Igualmente, apoyan su protesta en la falta de acompañamiento serio, ágil y eficaz para facilitar a los estudiantes sus últimas actuaciones para acceder a la obtención del título profesional. 2. CONSIDERACIONES 2.1. El artículo 86 de la Constitución Política establece que toda persona tiene derecho a promover acción de tutela ante los jueces con miras a obtener la protección inmediata de sus derechos constitucionales fundamentales cuando por acción u omisión le sean vulnerados o amenazados por cualquier autoridad pública o por particulares, en los casos previstos de forma expresa en la ley, siempre que no exista otro medio de defensa judicial o existiendo cuando la tutela se utilice como mecanismo transitorio para evitar la materialización de un perjuicio de carácter irremediable.
Para el buen suceso de la protección del artículo 86 de la Constitución Política de Colombia, se requiere que se establezca, de manera cierta y nítida, la conducta positiva o negativa en el agente que lesiona o menoscaba un derecho constitucional fundamental en cabeza del tutelista y, obviamente, una relación de causalidad entre el acto u omisión que se le imputa al demandado y el daño o la amenaza a un derecho de la estirpe señalada. 2.2.
La Sala entra a determinar la procedencia de la presente acción constitucional como un mecanismo de protección a los derechos que la actora denuncia como vulnerada. En caso de concluirse la viabilidad del mecanismo, se deberá hacer un estudio de fondo al asunto debatido, con el fin de establecer si a los accionantes JHON EDISON ACEVEDO GALVIS, JHON HENRY BELTRÁN MARÍN y DANIELA SALAZAR OSORNO les han sido vulnerados por la Universidad del Quindío los derechos fundamentales por ellos invocados en el escrito tutelar. 2.3.

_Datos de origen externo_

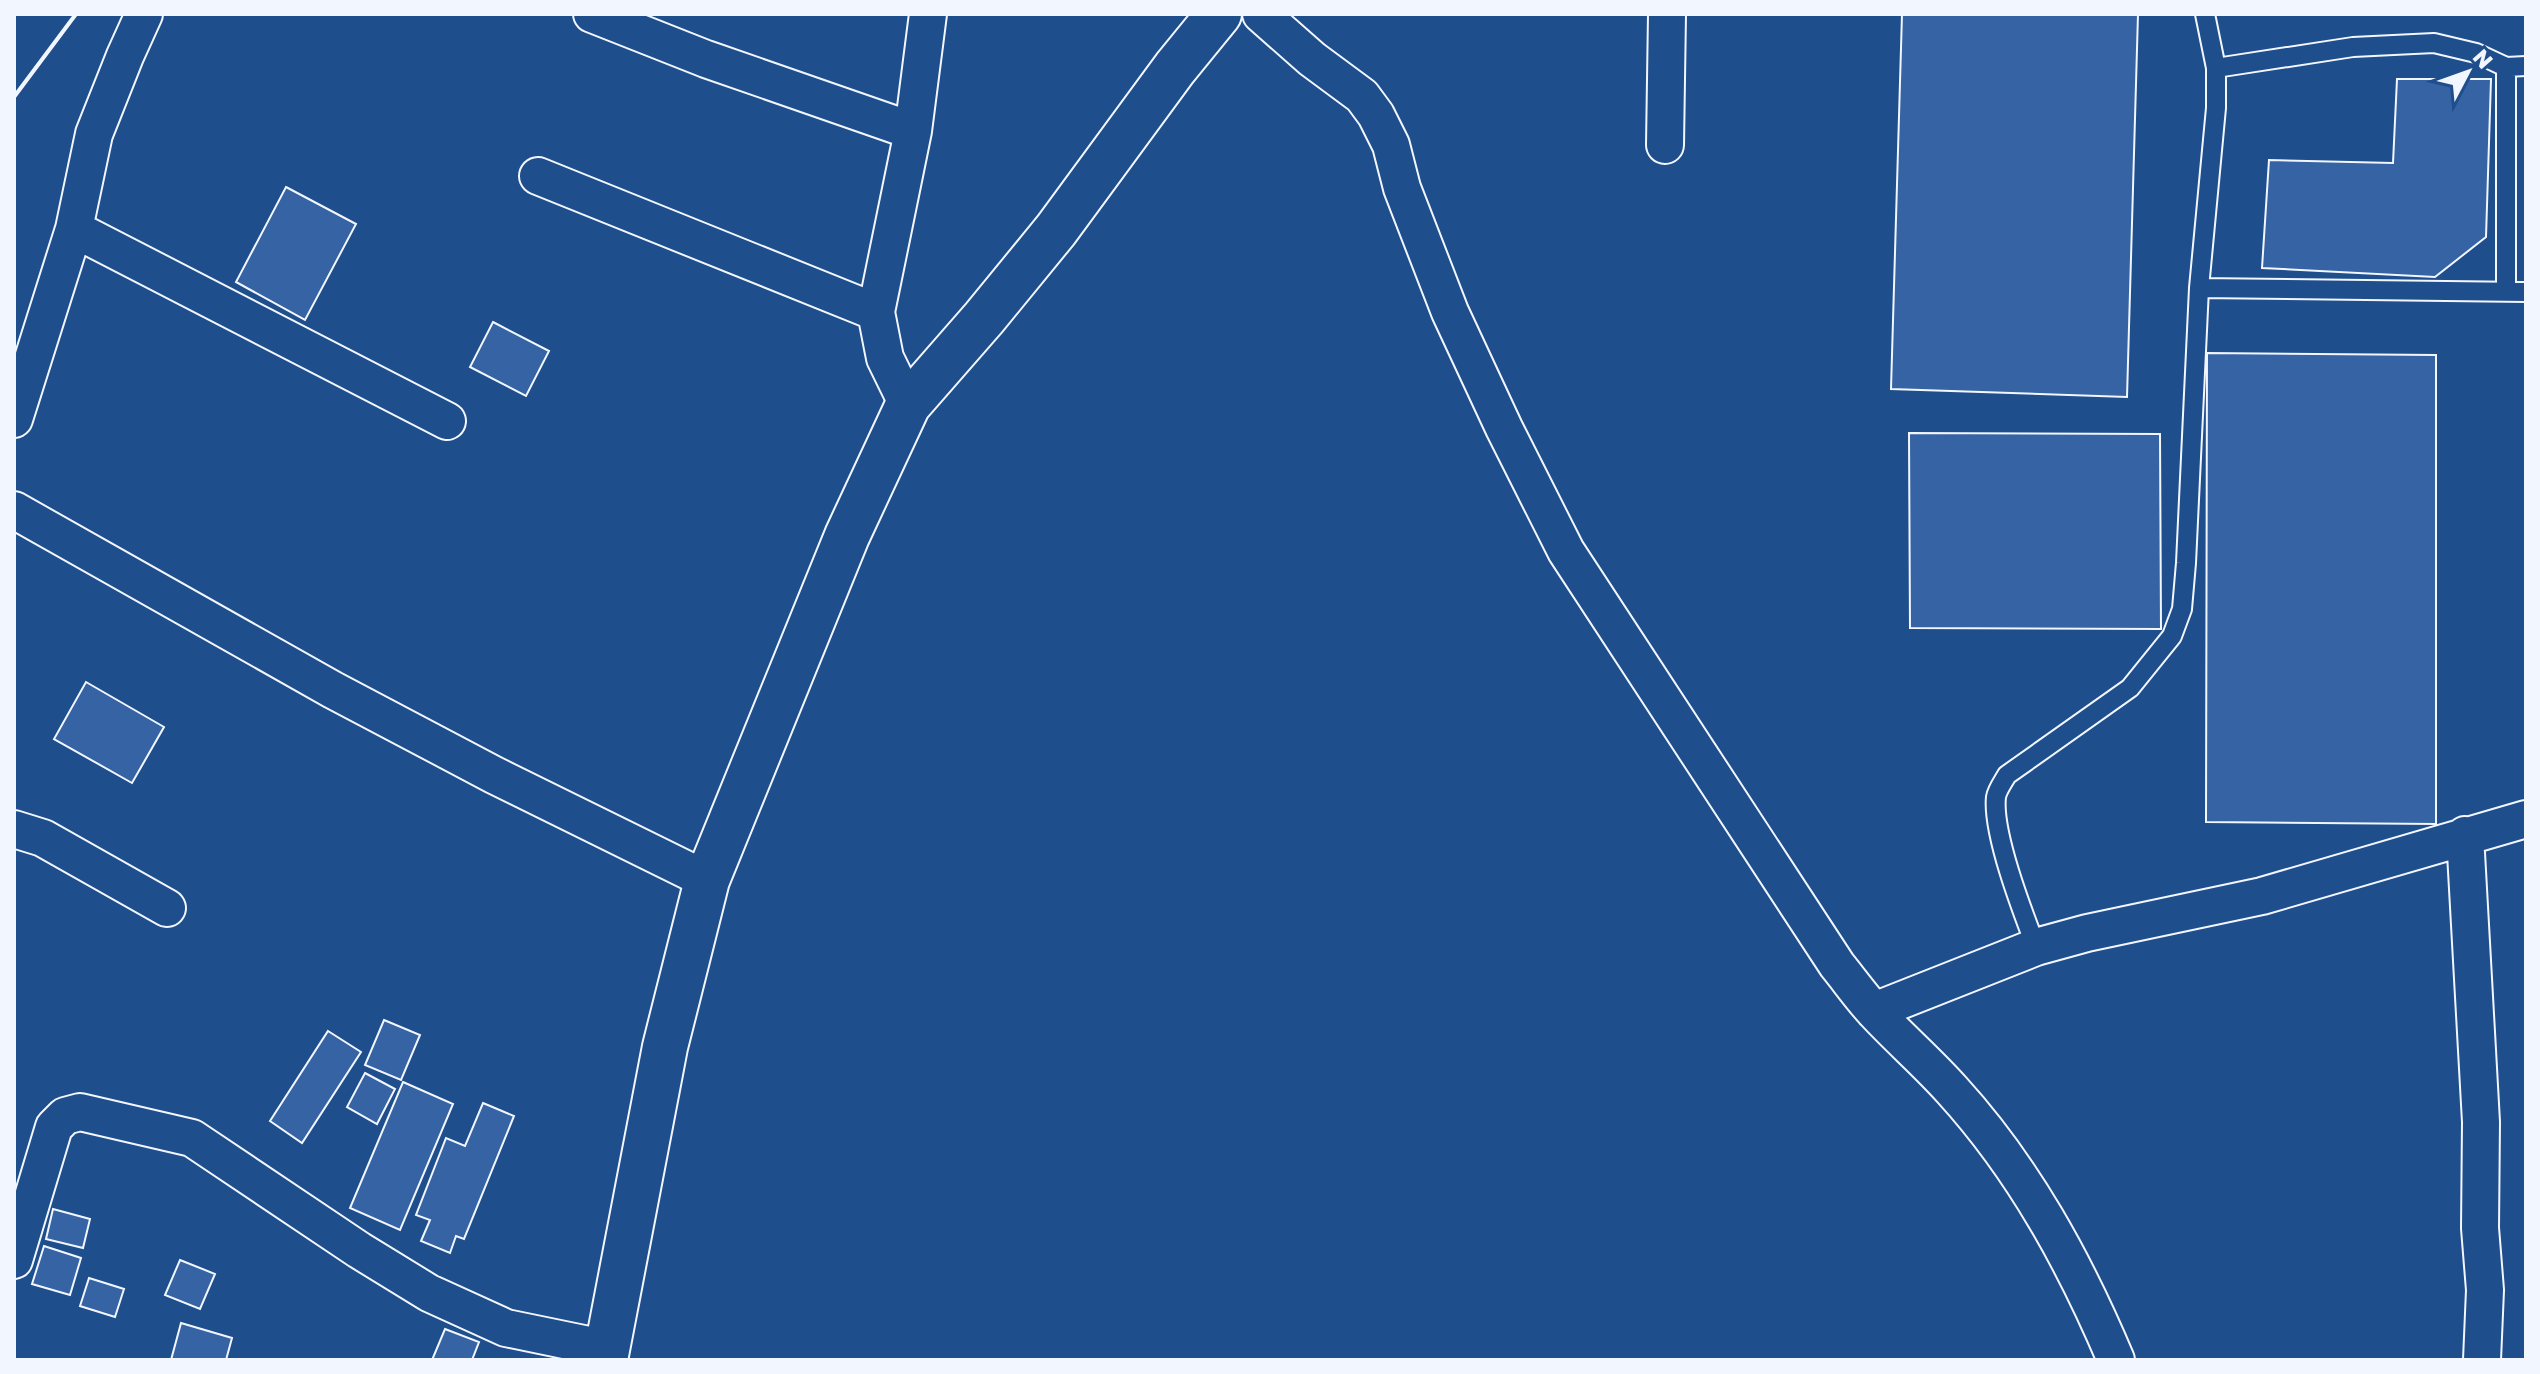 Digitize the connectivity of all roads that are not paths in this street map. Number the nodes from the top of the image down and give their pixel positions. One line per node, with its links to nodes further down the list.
1 (144, 14): 14 (street)
2 (592, 14): 11 (street)
3 (928, 14): 11 (street)
4 (1219, 14): 19 (street)
5 (1261, 14): 29 (street)
6 (1667, 14): 12 (street)
7 (2205, 14): 10 (lane)
8 (2526, 66): 9 (lane)
9 (2506, 67): 10 (lane); 16 (lane)
10 (2216, 68): 15 (lane)
11 (913, 131): 18 (street)
12 (1665, 145)
13 (538, 176): 18 (street)
14 (74, 229): 20 (street); 21 (street)
15 (2199, 288): 16 (lane); 28 (lane)
16 (2506, 291): 17 (lane)
17 (2526, 292)
18 (876, 312): 19 (street)
19 (908, 405): 26 (street)
20 (14, 419)
21 (447, 421)
22 (14, 510): 26 (street)
23 (2526, 819): 25 (street)
24 (14, 829): 27 (street)
25 (2465, 835): 28 (street); 33 (street)
26 (707, 880): 31 (street)
27 (167, 908)
28 (2036, 947): 29 (street)
29 (1874, 1011): 32 (street)
30 (14, 1260): 31 (street)
31 (606, 1354)
32 (2116, 1360)
33 (2482, 1360) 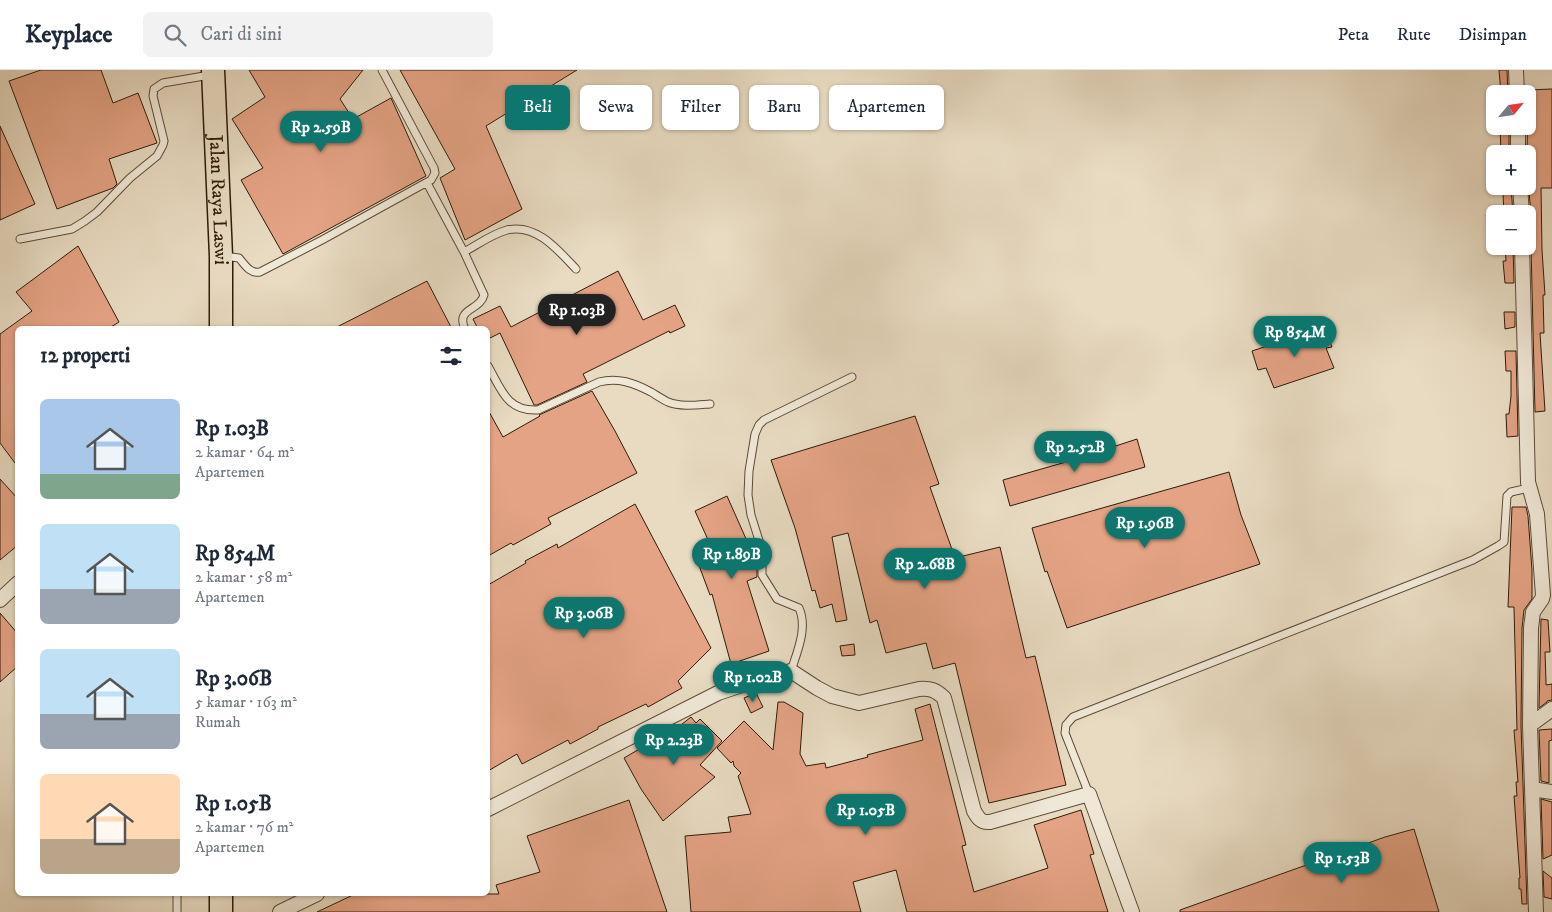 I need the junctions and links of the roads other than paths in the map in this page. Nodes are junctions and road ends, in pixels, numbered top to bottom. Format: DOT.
graph roads {
  1 [pos="382,70"];
  2 [pos="1516,70"];
  3 [pos="213,72"];
  4 [pos="1517,85"];
  5 [pos="427,183"];
  6 [pos="20,239"];
  7 [pos="464,252"];
  8 [pos="1522,255"];
  9 [pos="221,256"];
  10 [pos="576,269"];
  11 [pos="221,326"];
  12 [pos="464,326"];
  13 [pos="490,369"];
  14 [pos="852,377"];
  15 [pos="710,404"];
  16 [pos="1528,488"];
  17 [pos="15,587"];
  18 [pos="0,600"];
  19 [pos="791,671"];
  20 [pos="1552,708"];
  21 [pos="1530,725"];
  22 [pos="1532,789"];
  23 [pos="1552,792"];
  24 [pos="1089,794"];
  25 [pos="490,808"];
  26 [pos="177,896"];
  27 [pos="221,896"];
  28 [pos="313,896"];
  29 [pos="177,912"];
  30 [pos="221,912"];
  31 [pos="280,912"];
  32 [pos="1132,912"];
  33 [pos="1536,912"];
  1 -- 5 [label="lane"];
  2 -- 4 [label="street"];
  3 -- 6 [label="lane"];
  3 -- 9 [label="main road, Jalan Raya Laswi"];
  5 -- 7 [label="lane"];
  5 -- 9 [label="lane"];
  7 -- 10 [label="lane"];
  7 -- 12 [label="lane"];
  8 -- 16 [label="street"];
  9 -- 11 [label="main road, Jalan Raya Laswi"];
  13 -- 15 [label="lane"];
  14 -- 19 [label="lane"];
  16 -- 21 [label="street"];
  16 -- 24 [label="lane"];
  17 -- 18 [label="street"];
  19 -- 24 [label="street"];
  19 -- 25 [label="street"];
  20 -- 21 [label="street"];
  21 -- 22 [label="street"];
  22 -- 23 [label="street"];
  22 -- 33 [label="street"];
  24 -- 32 [label="street"];
  26 -- 29 [label="lane"];
  27 -- 30 [label="main road"];
  28 -- 31 [label="street"];
} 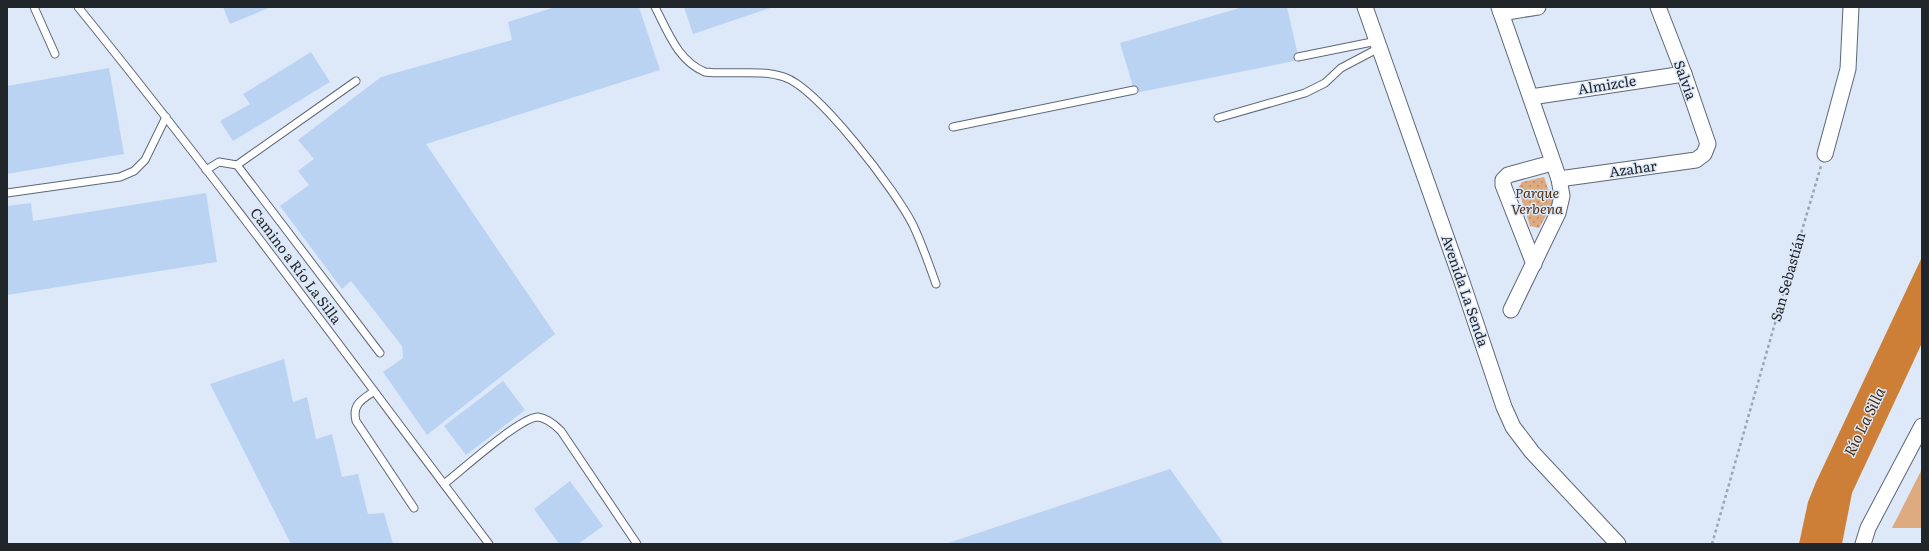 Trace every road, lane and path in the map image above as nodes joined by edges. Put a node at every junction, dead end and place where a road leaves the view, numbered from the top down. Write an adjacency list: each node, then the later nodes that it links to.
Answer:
1 (34, 7): 10 (lane)
2 (78, 7): 16 (lane, Camino a Río La Silla)
3 (655, 7): 27 (lane)
4 (1365, 7): 9 (street, Avenida La Senda)
5 (1538, 7): 8 (street)
6 (1658, 7): 12 (street, Salvia)
7 (1851, 7): 20 (street)
8 (1500, 10): 15 (street)
9 (1378, 44): 11 (lane); 17 (lane); 36 (street, Avenida La Senda)
10 (55, 54)
11 (1298, 57)
12 (1684, 74): 15 (street, Almizcle); 19 (street, Salvia)
13 (356, 81): 22 (lane)
14 (1134, 90): 18 (lane)
15 (1531, 97): 21 (street)
16 (166, 117): 23 (lane, Camino a Río La Silla); 25 (lane)
17 (1218, 118)
18 (953, 127)
19 (1704, 154): 24 (street, Azahar)
20 (1825, 154): 37 (path, San Sebastián)
21 (1552, 163): 24 (street); 26 (street)
22 (237, 164): 23 (lane); 29 (lane)
23 (206, 170): 30 (lane, Camino a Río La Silla)
24 (1559, 179): 26 (street)
25 (7, 192)
26 (1534, 264): 28 (street)
27 (936, 284)
28 (1511, 310)
29 (380, 353)
30 (373, 392): 32 (lane, Camino a Río La Silla); 33 (lane)
31 (1922, 426): 38 (street)
32 (444, 484): 34 (lane, Camino a Río La Silla); 35 (lane)
33 (414, 508)
34 (489, 544)
35 (637, 544)
36 (1618, 544)
37 (1712, 544)
38 (1863, 544)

Para dirimir el primer problema jurídico planteado por la Sala en esta providencia, es menester traer a colación el contenido literal del artículo 1° del Decreto 2591 de 1991, a través del cual se reglamenta la acción de tutela y el que hace alusión a su objeto: “Toda persona tendrá acción de tutela para reclamar ante los jueces, en todo momento y lugar, mediante un procedimiento preferente y sumario, por sí misma o por quien actúe a su nombre, la protección inmediata de sus derechos constitucionales fundamentales, cuando quiera que estos resulten vulnerados o amenazados por la acción o la omisión de cualquier autoridad pública o de los particulares en los casos que señala este decreto ”.
A su vez, el ordinal 1 del artículo 6º de la norma en comento señala como causal de improcedencia de la acción de tutela, la siguiente: 1.) Cuando existan otros recursos o medios de defensa judiciales, salvo que aquellos se utilicen como mecanismo transitorio para evitar un perjuicio irremediable. La existencia de dichos medios será apreciada en concreto ( ).
(Negrilla de la Sala). 2.4. En el caso sometido a consideración de la Sala, se observa que la inconformidad de los solicitantes parte de la negativa por parte de la Universidad de ser incluidos en la ceremonia de grado en el mes de diciembre, ya que la programación académica de cierre estaba para este último mes, encontrándose en la imposibilidad de obtener el grado para el año respectivo.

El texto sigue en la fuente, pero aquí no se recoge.